Another flawed claim relates to vaccines. The claim is that because people have persistent antibodies to the SARS-CoV-2 spike protein, there must be problem with the mRNA vaccines. If the zombie statistic about declining antibodies and immunity were true, and SARS-CoV-2 antibodies did usually wane rapidly to undetectable levels, then it would be unusual to detect them for months after a vaccine had been administered. But the above shows that antibodies persist in a ‘set point’ pattern following infection or vaccination for SARS-CoV-2, just like they do for other infections.

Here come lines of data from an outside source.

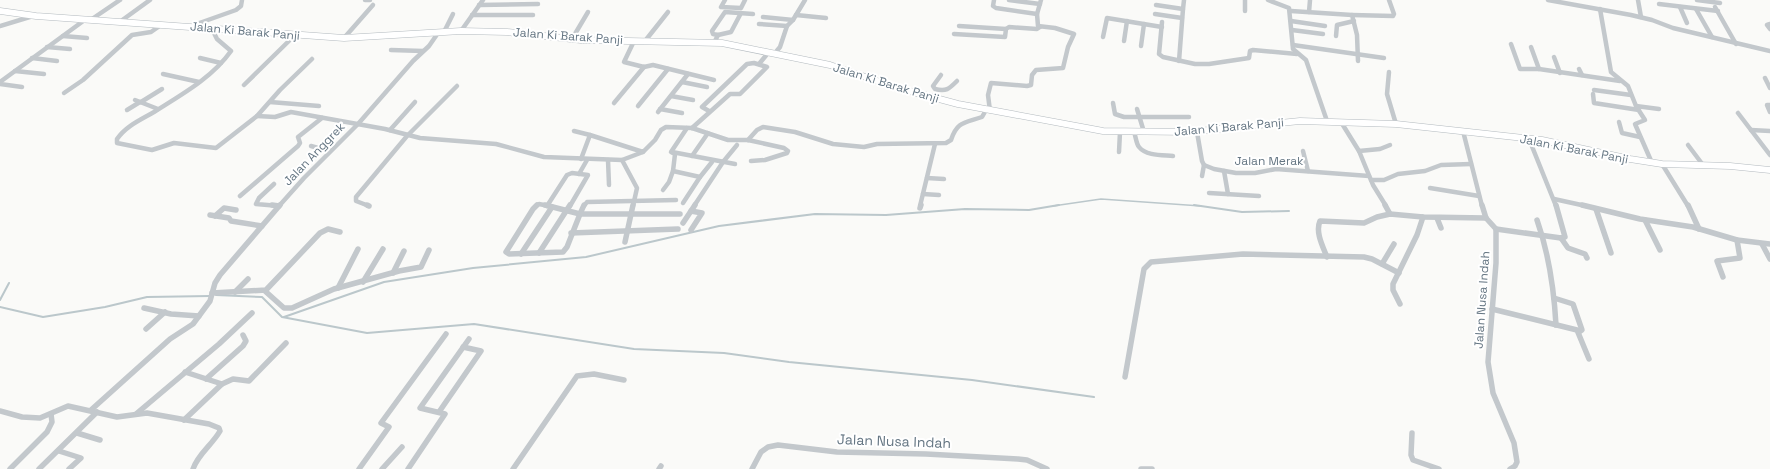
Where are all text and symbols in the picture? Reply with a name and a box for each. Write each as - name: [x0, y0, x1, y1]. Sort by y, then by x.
- street label: Jalan Ki Barak Panji: [189, 18, 301, 44]
- street label: Jalan Ki Barak Panji: [512, 24, 624, 48]
- street label: Jalan Ki Barak Panji: [831, 59, 941, 107]
- street label: Jalan Ki Barak Panji: [1173, 114, 1285, 140]
- street label: Jalan Anggrek: [280, 119, 349, 189]
- street label: Jalan Ki Barak Panji: [1518, 131, 1630, 167]
- street label: Jalan Merak: [1234, 153, 1304, 169]
- street label: Jalan Nusa Indah: [1471, 251, 1493, 349]
- street label: Jalan Nusa Indah: [837, 430, 951, 452]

So for the sake of encouraging constructive discussions – and avoiding the inadvertent promotion of conspiracy theories – I think people need to stop suggesting otherwise.
My new book Proof: The Uncertain Science of Certainty is available to pre-order now.
Thanks Adam, probably also good to highlight that observations consistent with immune imprinting are likely due to selection bias :)
the misleading thing about this misleading thing is that "lingering immunity" is of no use whatsoever when the variant to which we have "lingering immunity" is extinct.
new variants replace those to which we had immunity REALLY FAST (see covariants.org for realtime illustrations). this is because we are breeding *so much* covid, and immune escape is a heavy evolutionary pressure on the virus. if it can't find hosts, it goes away. the immune-escaping ones are the ones in circulation; i.e. the ones that go right on infecting people.
so "lingering immunity" is kind of a lab curiosity? it's not stopping people getting sick. it is driving viral evolution more than stemming the pandemic. people are still getting sick, including with covid's particularly nasty and unpredictable long-term consequences, every day.
1 in 72 americans has covid RIGHT NOW: "lingering immunity" isn't doing much to help us.